Recent

Author Topic: AnsiString to WideString conversion problem  (Read 22441 times)

pumuqui

  • New member
  • *
  • Posts: 7
AnsiString to WideString conversion problem
« on: November 17, 2010, 01:43:05 pm »
I have an AnsiString with just one character 'ó' (o with accent, 0xF3), which I assign to a WideString.

On Windows the WideString gets the value 0xF300, but on Linux 0x3F00, which is shown as a questión mark.

On both systems the locale is set to es_ES. On Linux (OpenSuse 10.2 64-bit) I have the line
Code: [Select]
RC_LANG="es_ES.ISO-8859-1"
in file /etc/sysconfig/language.
I also tried with "es_ES.UTF-8", but no luck.

The only idea to solve the problem is to manually convert the string to WideChar format, but I'm quite sure that I am missing something obvious.

If anyone could give me a hint...

Laksen

  • Hero Member
  • *****
  • Posts: 755
    • J-Software
Re: AnsiString to WideString conversion problem
« Reply #1 on: November 17, 2010, 02:52:31 pm »
Have you included the cwstring unit when you compile on Linux?

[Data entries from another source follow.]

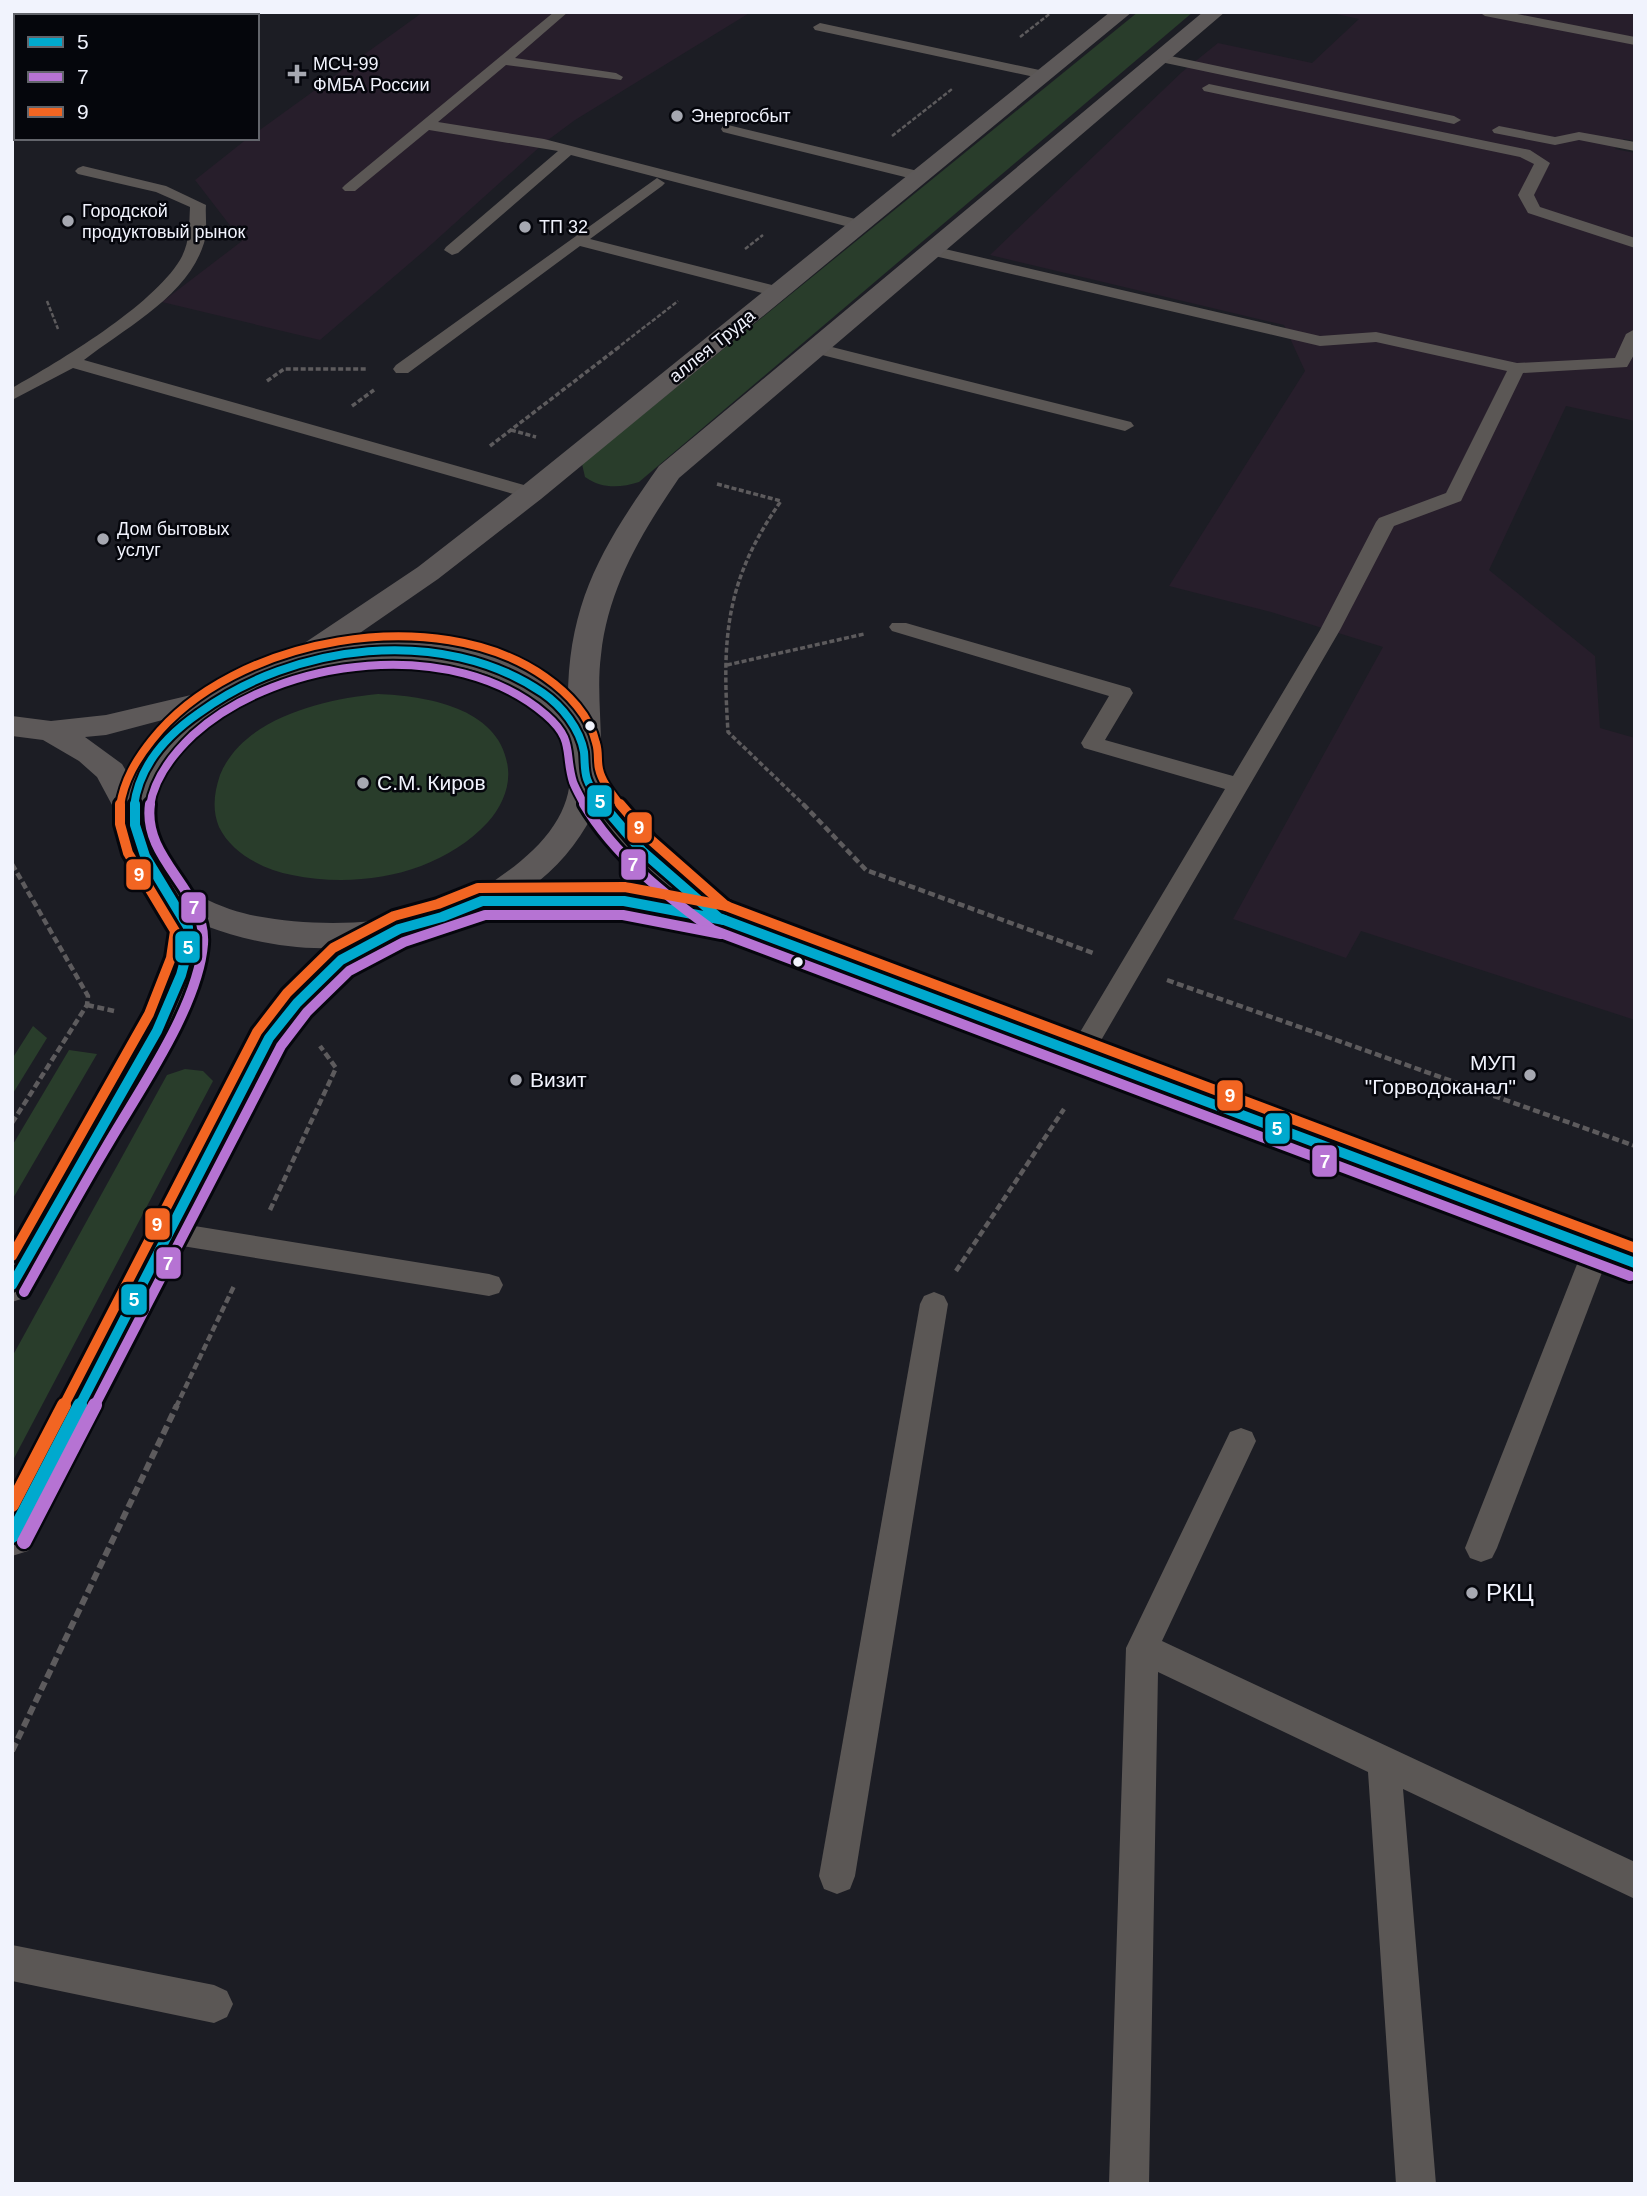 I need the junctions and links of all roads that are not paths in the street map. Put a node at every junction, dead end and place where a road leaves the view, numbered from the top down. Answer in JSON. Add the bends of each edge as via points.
{"nodes":[{"id":1,"x":562,"y":12,"type":"edge"},
{"id":2,"x":1122,"y":12,"type":"edge"},
{"id":3,"x":1215,"y":12,"type":"edge"},
{"id":4,"x":1485,"y":12,"type":"edge"},
{"id":5,"x":820,"y":27,"type":"dead end"},
{"id":6,"x":1631,"y":38,"type":"edge"},
{"id":7,"x":1161,"y":58,"type":"junction"},
{"id":8,"x":504,"y":61,"type":"junction"},
{"id":9,"x":1044,"y":75,"type":"junction"},
{"id":10,"x":616,"y":76,"type":"dead end"},
{"id":11,"x":1209,"y":88,"type":"dead end"},
{"id":12,"x":426,"y":125,"type":"junction"},
{"id":13,"x":728,"y":129,"type":"dead end"},
{"id":14,"x":1635,"y":147,"type":"edge"},
{"id":15,"x":569,"y":149,"type":"junction"},
{"id":16,"x":83,"y":171,"type":"dead end"},
{"id":17,"x":921,"y":176,"type":"junction"},
{"id":18,"x":657,"y":183,"type":"dead end"},
{"id":19,"x":351,"y":188,"type":"dead end"},
{"id":20,"x":861,"y":225,"type":"junction"},
{"id":21,"x":578,"y":241,"type":"junction"},
{"id":22,"x":1635,"y":243,"type":"edge"},
{"id":23,"x":452,"y":250,"type":"dead end"},
{"id":24,"x":932,"y":251,"type":"junction"},
{"id":25,"x":778,"y":292,"type":"junction"},
{"id":26,"x":1635,"y":334,"type":"edge"},
{"id":27,"x":816,"y":348,"type":"junction"},
{"id":28,"x":71,"y":362,"type":"junction"},
{"id":29,"x":1517,"y":368,"type":"junction"},
{"id":30,"x":402,"y":369,"type":"road end"},
{"id":31,"x":12,"y":395,"type":"edge"},
{"id":32,"x":1125,"y":426,"type":"dead end"},
{"id":33,"x":531,"y":493,"type":"junction"},
{"id":34,"x":899,"y":626,"type":"road end"},
{"id":35,"x":292,"y":665,"type":"junction"},
{"id":36,"x":223,"y":695,"type":"junction"},
{"id":37,"x":12,"y":726,"type":"edge"},
{"id":38,"x":51,"y":731,"type":"junction"},
{"id":39,"x":586,"y":766,"type":"junction"},
{"id":40,"x":1238,"y":785,"type":"junction"},
{"id":41,"x":133,"y":814,"type":"junction"},
{"id":42,"x":167,"y":888,"type":"junction"},
{"id":43,"x":482,"y":901,"type":"junction"},
{"id":44,"x":719,"y":918,"type":"junction"},
{"id":45,"x":400,"y":929,"type":"junction"},
{"id":46,"x":1080,"y":1054,"type":"junction"},
{"id":47,"x":170,"y":1233,"type":"junction"},
{"id":48,"x":1597,"y":1249,"type":"junction"},
{"id":49,"x":1635,"y":1263,"type":"edge"},
{"id":50,"x":12,"y":1285,"type":"edge"},
{"id":51,"x":489,"y":1285,"type":"dead end"},
{"id":52,"x":934,"y":1304,"type":"road end"},
{"id":53,"x":1241,"y":1441,"type":"dead end"},
{"id":54,"x":12,"y":1536,"type":"edge"},
{"id":55,"x":1480,"y":1548,"type":"dead end"},
{"id":56,"x":1142,"y":1648,"type":"junction"},
{"id":57,"x":1384,"y":1763,"type":"junction"},
{"id":58,"x":837,"y":1876,"type":"dead end"},
{"id":59,"x":1635,"y":1881,"type":"edge"},
{"id":60,"x":12,"y":1964,"type":"edge"},
{"id":61,"x":214,"y":2004,"type":"dead end"},
{"id":62,"x":1129,"y":2184,"type":"edge"},
{"id":63,"x":1416,"y":2184,"type":"edge"}],
"edges":[{"from":1,"to":8,"type":"lane"},
{"from":2,"to":9,"type":"street","name":"аллея Труда"},
{"from":3,"to":7,"type":"street"},
{"from":4,"to":6,"type":"lane"},
{"from":5,"to":9,"type":"lane"},
{"from":7,"to":14,"type":"lane","via":[[1555,142],[1579,135]]},
{"from":7,"to":24,"type":"street"},
{"from":8,"to":10,"type":"lane"},
{"from":8,"to":12,"type":"lane"},
{"from":9,"to":17,"type":"street","name":"аллея Труда"},
{"from":11,"to":22,"type":"lane","via":[[1525,153],[1542,163],[1526,195],[1534,210]]},
{"from":12,"to":15,"type":"lane"},
{"from":12,"to":19,"type":"lane"},
{"from":13,"to":17,"type":"lane"},
{"from":15,"to":20,"type":"lane"},
{"from":15,"to":23,"type":"lane"},
{"from":16,"to":28,"type":"lane","via":[[160,189],[198,205],[196,243],[180,274],[154,299]]},
{"from":17,"to":20,"type":"street","name":"аллея Труда"},
{"from":18,"to":21,"type":"lane"},
{"from":20,"to":25,"type":"street","name":"аллея Труда"},
{"from":21,"to":25,"type":"lane"},
{"from":21,"to":30,"type":"lane"},
{"from":24,"to":27,"type":"street"},
{"from":24,"to":29,"type":"lane","via":[[1320,341],[1376,337]]},
{"from":25,"to":33,"type":"street","name":"аллея Труда"},
{"from":26,"to":29,"type":"lane","via":[[1621,363]]},
{"from":27,"to":32,"type":"lane"},
{"from":27,"to":39,"type":"street","via":[[669,472],[627,532],[598,592],[586,655]]},
{"from":28,"to":31,"type":"lane"},
{"from":28,"to":33,"type":"lane"},
{"from":29,"to":40,"type":"lane","via":[[1454,497],[1387,522],[1330,630]]},
{"from":33,"to":35,"type":"street","name":"аллея Труда","via":[[428,573]]},
{"from":34,"to":40,"type":"lane","via":[[1122,692],[1092,743]]},
{"from":35,"to":36,"type":"street"},
{"from":35,"to":39,"type":"street","via":[[330,656],[408,651],[480,662],[520,678],[560,707],[576,729]]},
{"from":36,"to":38,"type":"street","via":[[106,725]]},
{"from":36,"to":41,"type":"street","via":[[176,729],[149,762]]},
{"from":37,"to":38,"type":"street"},
{"from":38,"to":41,"type":"street","via":[[110,771]]},
{"from":39,"to":43,"type":"street","via":[[580,805],[567,831],[517,880]]},
{"from":39,"to":44,"type":"street","via":[[622,831]]},
{"from":40,"to":46,"type":"lane"},
{"from":41,"to":42,"type":"street","via":[[136,841]]},
{"from":42,"to":45,"type":"street","via":[[205,912],[267,932],[310,937]]},
{"from":42,"to":50,"type":"street","via":[[190,930],[180,975],[162,1020]]},
{"from":43,"to":44,"type":"street","via":[[624,901]]},
{"from":43,"to":45,"type":"street"},
{"from":44,"to":46,"type":"street"},
{"from":45,"to":47,"type":"street","via":[[341,960],[269,1038]]},
{"from":46,"to":48,"type":"street"},
{"from":47,"to":51,"type":"lane"},
{"from":47,"to":54,"type":"street"},
{"from":48,"to":49,"type":"street"},
{"from":48,"to":55,"type":"lane"},
{"from":52,"to":58,"type":"lane"},
{"from":53,"to":56,"type":"lane"},
{"from":56,"to":57,"type":"lane"},
{"from":56,"to":62,"type":"lane"},
{"from":57,"to":59,"type":"lane"},
{"from":57,"to":63,"type":"lane"},
{"from":60,"to":61,"type":"lane"}]}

http://www.freepascal.org/docs-html/rtl/cwstring/index.html

ivan17

  • Full Member
  • ***
  • Posts: 173
Re: AnsiString to WideString conversion problem
« Reply #2 on: November 18, 2010, 12:04:27 am »
implementation

  uses LConvEncoding;   

procedure TForm1.Button2Click(Sender: TObject);
var s: AnsiString;
begin
  s := #$F3;
  Edit2.Text := CP1252ToUTF8(s);
end;


pumuqui

  • New member
  • *
  • Posts: 7
Re: AnsiString to WideString conversion problem
« Reply #3 on: November 18, 2010, 06:36:50 pm »
Thanks for the fast answers.

I included the cwstring unit in my program uses clause, without any change.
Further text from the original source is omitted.